You are going to have a heck of a time keeping humidity up in there with all the ventilation. Are you putting the lights on the inside or outside?


----------



## Maro1 (Mar 12, 2012)

j.sawyer48

Just make those vents closeable. There are times when I like to open it all up to air it out so those will work well.

Maro1


----------



## Compnerd7 (Mar 12, 2012)

What are you going to use to seal the inside with? Just curious. I like the design A lot.
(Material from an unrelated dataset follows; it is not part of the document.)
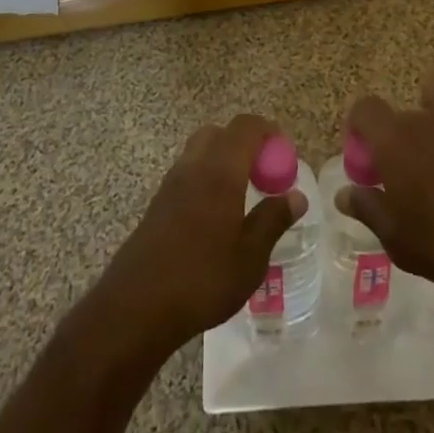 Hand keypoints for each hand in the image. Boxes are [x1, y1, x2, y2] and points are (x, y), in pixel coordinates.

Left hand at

An easy fix to close the vents is just make shutters with a latch on the outside, then you can open / close them to regulate humidity.


----------



## j.sawyer48 (Mar 13, 2012)

yea thats wat i was thinking its a easy fix and i used silicone calking and im painting it with kilz latex paint

ooo and james the lights will be outside


----------



## monstruo-the-tegu (Mar 13, 2012)

very nice good luck


----------



## j.sawyer48 (Mar 14, 2012)

is hemlock a good sub for cypress mulch?


----------



## j.sawyer48 (Mar 14, 2012)

just didnt know if u could use hemlock ?


----------



## j.sawyer48 (Mar 16, 2012)

here it is folks 

http://www.youtube.com/watch?v=eqbmGMK0bKw&feature=g-upl&context=G212124eAUAAAAAAAAAA


----------



## Compnerd7 (Mar 16, 2012)

j.sawyer48 said:


> here it is folks
> 
> http://www.youtube.com/watch?v=eqbmGMK0bKw&feature=g-upl&context=G212124eAUAAAAAAAAAA



Nice, very nice... I like the built in hide design with the heat light on top... I'm going to steal that idea and implement it into my cage if you don't mind 

What kind of substrate are you using?


----------



## j.sawyer48 (Mar 17, 2012)

hemlock I couldn't find cypress anywere. And you can steal my idean no prooblem


----------



## AP27 (Mar 17, 2012)

Very nice, the only one problem I see with this design is that it won't allow for any burrowing once she gets bigger. But maybe she will be content enough with the hide.


----------



## j.sawyer48 (Mar 18, 2012)

she barly ever burrows shes always in the her hide. the only time she ever burrows is when i clean her cage and put new substrate in. Also off of subject shes been alil skittish to me sense i put her in there. do u think it could be shes just getting used to the new cage?


----------